-------- Stored data --------

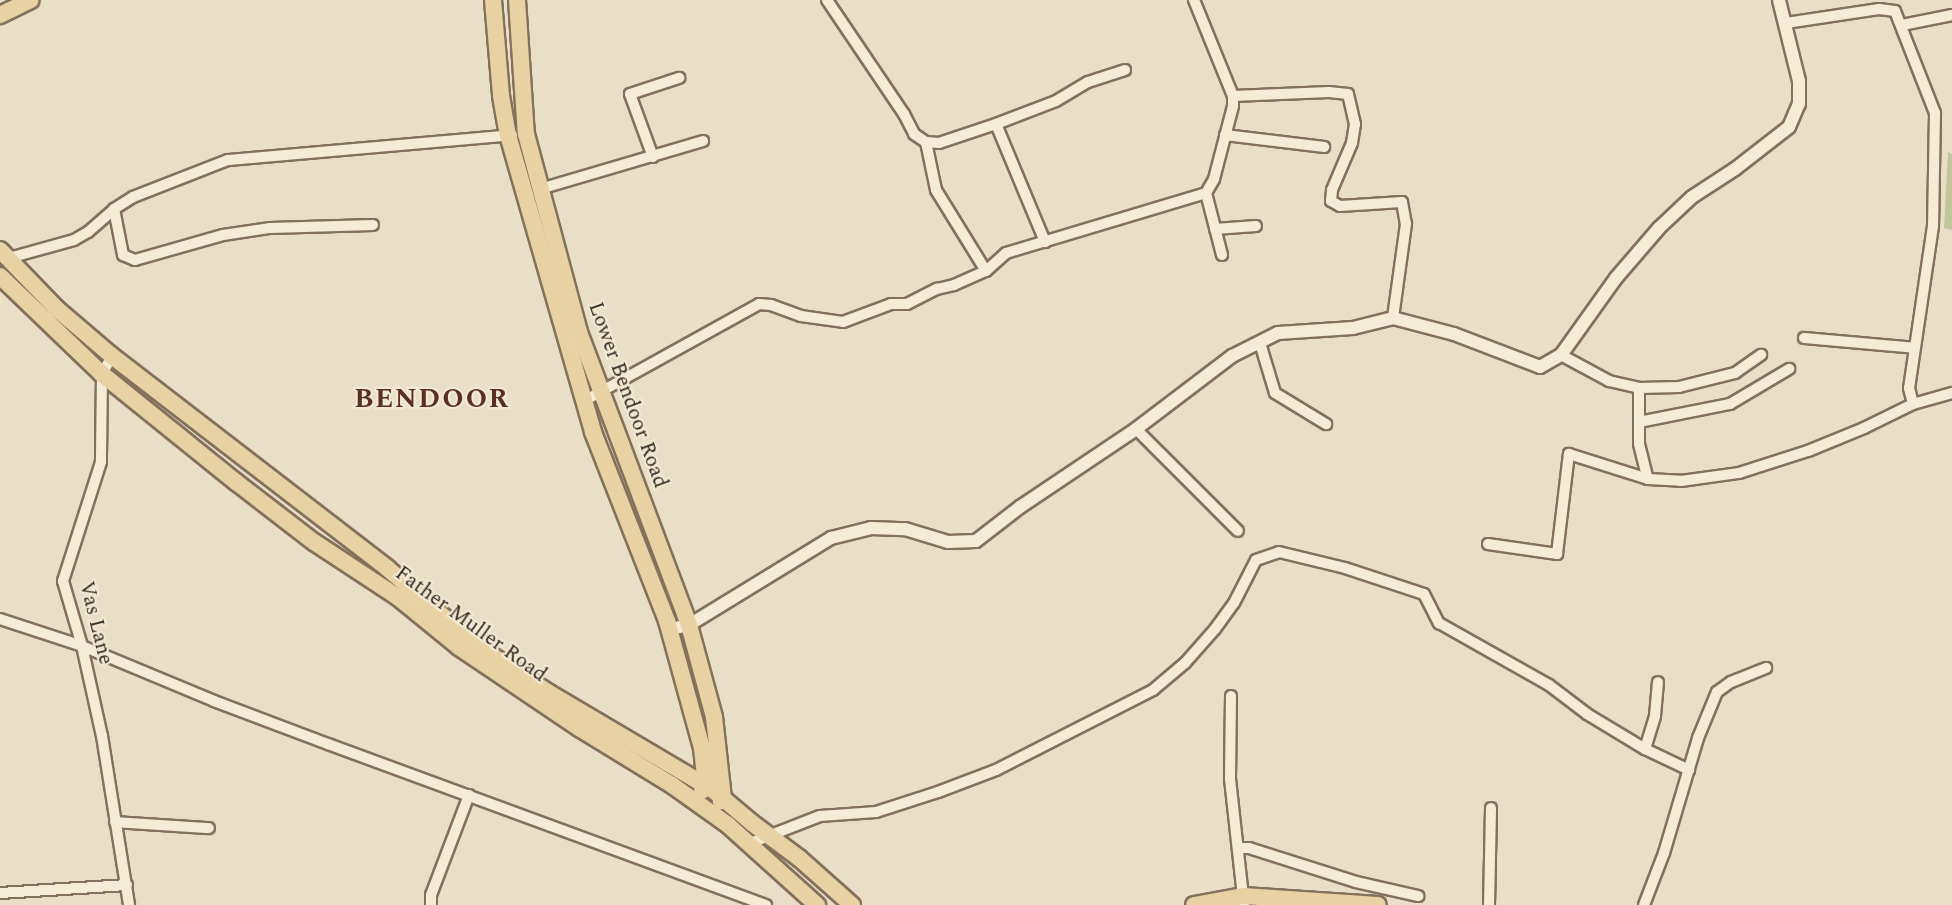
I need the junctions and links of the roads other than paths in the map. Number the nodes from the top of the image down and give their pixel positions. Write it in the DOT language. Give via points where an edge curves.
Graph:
graph roads {
  1 [pos="31,0"];
  2 [pos="493,0"];
  3 [pos="517,0"];
  4 [pos="827,0"];
  5 [pos="1194,0"];
  6 [pos="1779,0"];
  7 [pos="0,15"];
  8 [pos="1952,15"];
  9 [pos="1786,23"];
  10 [pos="1902,25"];
  11 [pos="1125,70"];
  12 [pos="679,78"];
  13 [pos="1233,96"];
  14 [pos="996,124"];
  15 [pos="526,134"];
  16 [pos="508,135"];
  17 [pos="1225,135"];
  18 [pos="703,141"];
  19 [pos="926,142"];
  20 [pos="1324,147"];
  21 [pos="653,157"];
  22 [pos="540,189"];
  23 [pos="1206,193"];
  24 [pos="114,209"];
  25 [pos="373,225"];
  26 [pos="1256,226"];
  27 [pos="1215,229"];
  28 [pos="1045,242"];
  29 [pos="5,254"];
  30 [pos="1222,255"];
  31 [pos="986,271"];
  32 [pos="0,276"];
  33 [pos="1393,318"];
  34 [pos="1804,338"];
  35 [pos="1260,343"];
  36 [pos="1915,348"];
  37 [pos="1561,355"];
  38 [pos="1761,355"];
  39 [pos="112,356"];
  40 [pos="1788,369"];
  41 [pos="102,374"];
  42 [pos="1639,388"];
  43 [pos="1951,390"];
  44 [pos="602,393"];
  45 [pos="584,401"];
  46 [pos="1913,404"];
  47 [pos="1639,422"];
  48 [pos="1326,424"];
  49 [pos="1137,429"];
  50 [pos="1648,479"];
  51 [pos="1238,531"];
  52 [pos="1488,544"];
  53 [pos="0,619"];
  54 [pos="689,625"];
  55 [pos="670,629"];
  56 [pos="82,646"];
  57 [pos="1766,668"];
  58 [pos="1658,682"];
  59 [pos="1231,696"];
  60 [pos="1645,749"];
  61 [pos="1689,770"];
  62 [pos="706,786"];
  63 [pos="469,795"];
  64 [pos="723,798"];
  65 [pos="695,801"];
  66 [pos="1491,808"];
  67 [pos="710,812"];
  68 [pos="115,822"];
  69 [pos="209,828"];
  70 [pos="769,836"];
  71 [pos="748,844"];
  72 [pos="1238,848"];
  73 [pos="127,885"];
  74 [pos="0,893"];
  75 [pos="1418,896"];
  76 [pos="1244,901"];
  77 [pos="129,905"];
  78 [pos="430,905"];
  79 [pos="766,905"];
  80 [pos="817,905"];
  81 [pos="852,905"];
  82 [pos="1194,905"];
  83 [pos="1378,905"];
  84 [pos="1489,905"];
  85 [pos="1644,905"];
  1 -- 7 [label="main road"];
  2 -- 16 [label="main road"];
  3 -- 15 [label="main road, Lower Bendoor Road"];
  4 -- 19 [label="street" via="869,59 914,134"];
  5 -- 13 [label="street"];
  6 -- 9 [label="street"];
  8 -- 10 [label="street"];
  9 -- 10 [label="street" via="1879,9 1895,11"];
  9 -- 37 [label="street" via="1799,81 1799,104 1789,127 1692,197 1659,228 1616,278"];
  10 -- 36 [label="street" via="1935,113 1933,226"];
  11 -- 14 [label="street" via="1088,82 1056,100"];
  12 -- 21 [label="street" via="630,94"];
  13 -- 17 [label="street"];
  13 -- 33 [label="street" via="1348,94 1354,134 1331,201 1340,206 1402,202 1406,224"];
  14 -- 19 [label="street" via="939,143"];
  14 -- 28 [label="street"];
  15 -- 16 [label="street"];
  15 -- 22 [label="main road, Lower Bendoor Road"];
  16 -- 24 [label="street" via="228,160 149,189"];
  16 -- 45 [label="main road"];
  17 -- 20 [label="street"];
  17 -- 23 [label="street" via="1214,179"];
  18 -- 21 [label="street"];
  19 -- 31 [label="street" via="936,190"];
  21 -- 22 [label="street"];
  22 -- 44 [label="main road, Lower Bendoor Road" via="579,332"];
  23 -- 27 [label="street"];
  23 -- 28 [label="street"];
  24 -- 25 [label="street" via="123,255 135,260 223,235 270,228"];
  24 -- 29 [label="street" via="74,240"];
  26 -- 27 [label="street"];
  27 -- 30 [label="street"];
  28 -- 31 [label="street" via="1006,253"];
  29 -- 39 [label="main road" via="57,309"];
  31 -- 44 [label="street" via="906,304 891,304 843,322 759,304"];
  32 -- 41 [label="main road, Father Muller Road"];
  33 -- 35 [label="street" via="1353,328 1278,333"];
  33 -- 37 [label="street" via="1454,334 1540,367"];
  34 -- 36 [label="street"];
  35 -- 48 [label="street" via="1275,393"];
  35 -- 49 [label="street" via="1232,356"];
  36 -- 46 [label="street" via="1909,388"];
  37 -- 42 [label="street" via="1609,381"];
  38 -- 42 [label="street" via="1735,373 1679,387"];
  39 -- 41 [label="street, Vas Lane"];
  39 -- 62 [label="main road" via="387,568 480,648"];
  40 -- 47 [label="street" via="1730,404"];
  41 -- 56 [label="street, Vas Lane" via="101,462 63,581"];
  41 -- 65 [label="main road, Father Muller Road" via="314,542 399,598 459,647"];
  42 -- 47 [label="street"];
  43 -- 46 [label="street"];
  44 -- 45 [label="street"];
  44 -- 54 [label="main road, Lower Bendoor Road"];
  45 -- 55 [label="main road"];
  46 -- 50 [label="street" via="1808,451 1739,473 1681,481"];
  47 -- 50 [label="street" via="1639,444"];
  49 -- 51 [label="street"];
  49 -- 54 [label="street" via="976,540 948,542 906,529 871,528 831,538"];
  50 -- 52 [label="street" via="1569,453 1557,554"];
  53 -- 56 [label="street"];
  54 -- 55 [label="street"];
  54 -- 64 [label="main road, Lower Bendoor Road" via="714,717"];
  55 -- 62 [label="main road" via="702,748"];
  56 -- 63 [label="street" via="214,701"];
  56 -- 68 [label="street, Vas Lane" via="102,736"];
  57 -- 61 [label="street" via="1717,692"];
  58 -- 60 [label="street" via="1655,716"];
  59 -- 72 [label="street" via="1230,779"];
  60 -- 61 [label="street"];
  60 -- 70 [label="street" via="1587,714 1549,685 1439,623 1424,594 1279,552 1256,560 1234,603 1215,629 1185,663 1153,690 996,770 876,812 819,816"];
  61 -- 85 [label="street"];
  62 -- 64 [label="main road"];
  62 -- 65 [label="main road"];
  63 -- 78 [label="street"];
  63 -- 79 [label="street"];
  64 -- 67 [label="main road"];
  64 -- 70 [label="main road"];
  65 -- 67 [label="main road, Father Muller Road"];
  66 -- 84 [label="street"];
  67 -- 71 [label="main road, Father Muller Road"];
  68 -- 69 [label="street"];
  68 -- 73 [label="street, Vas Lane"];
  70 -- 71 [label="street"];
  70 -- 81 [label="main road"];
  71 -- 80 [label="main road, Father Muller Road"];
  72 -- 75 [label="street"];
  72 -- 76 [label="street"];
  73 -- 74 [label="street"];
  73 -- 77 [label="street, Vas Lane"];
  76 -- 82 [label="main road"];
  76 -- 83 [label="main road"];
}
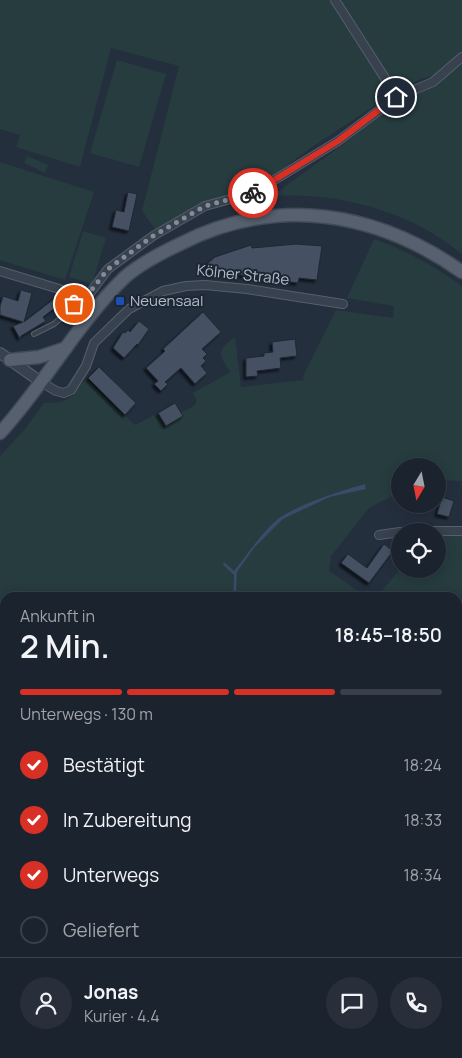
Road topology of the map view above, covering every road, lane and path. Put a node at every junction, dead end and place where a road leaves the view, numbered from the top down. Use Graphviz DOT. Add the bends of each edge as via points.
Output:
graph roads {
  1 [pos="335,0"];
  2 [pos="462,57"];
  3 [pos="396,97"];
  4 [pos="0,271"];
  5 [pos="462,272"];
  6 [pos="78,294"];
  7 [pos="343,304"];
  8 [pos="34,334"];
  9 [pos="66,348"];
  10 [pos="5,356"];
  11 [pos="41,382"];
  12 [pos="0,433"];
  13 [pos="446,531"];
  14 [pos="462,531"];
  15 [pos="391,534"];
  16 [pos="379,536"];
  1 -- 3 [label="street"];
  2 -- 3 [label="street" via="433,82"];
  3 -- 6 [label="street" via="338,141 253,193 205,206 153,236 108,269 90,292"];
  4 -- 6 [label="street"];
  5 -- 9 [label="main road" via="418,244 370,226 314,215 271,216 233,222 192,237 153,257 127,276 97,307"];
  6 -- 8 [label="lane" via="72,308 54,324"];
  7 -- 11 [label="street, Kölner Straße" via="205,284 163,291 129,309 94,343 86,366 71,390 64,393 56,391"];
  9 -- 10 [label="main road" via="39,358"];
  9 -- 11 [label="main road"];
  10 -- 11 [label="street"];
  11 -- 12 [label="main road"];
  13 -- 14 [label="street"];
  15 -- 16 [label="street"];
}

--------

■ Problem requirements ■
Each line above that contains the word "points" should be returned.

■ Solved exercise ■
I need the junctions and links of the roads other than paths in the map. Number the nodes from the top of the image down and give their pixel positions. Write it in the DOT language. Give via points where an edge curves.
Road topology of the map view above, covering every road, lane and path. Put a node at every junction, dead end and place where a road leaves the view, numbered from the top down. Use Graphviz DOT. Add the bends of each edge as via points.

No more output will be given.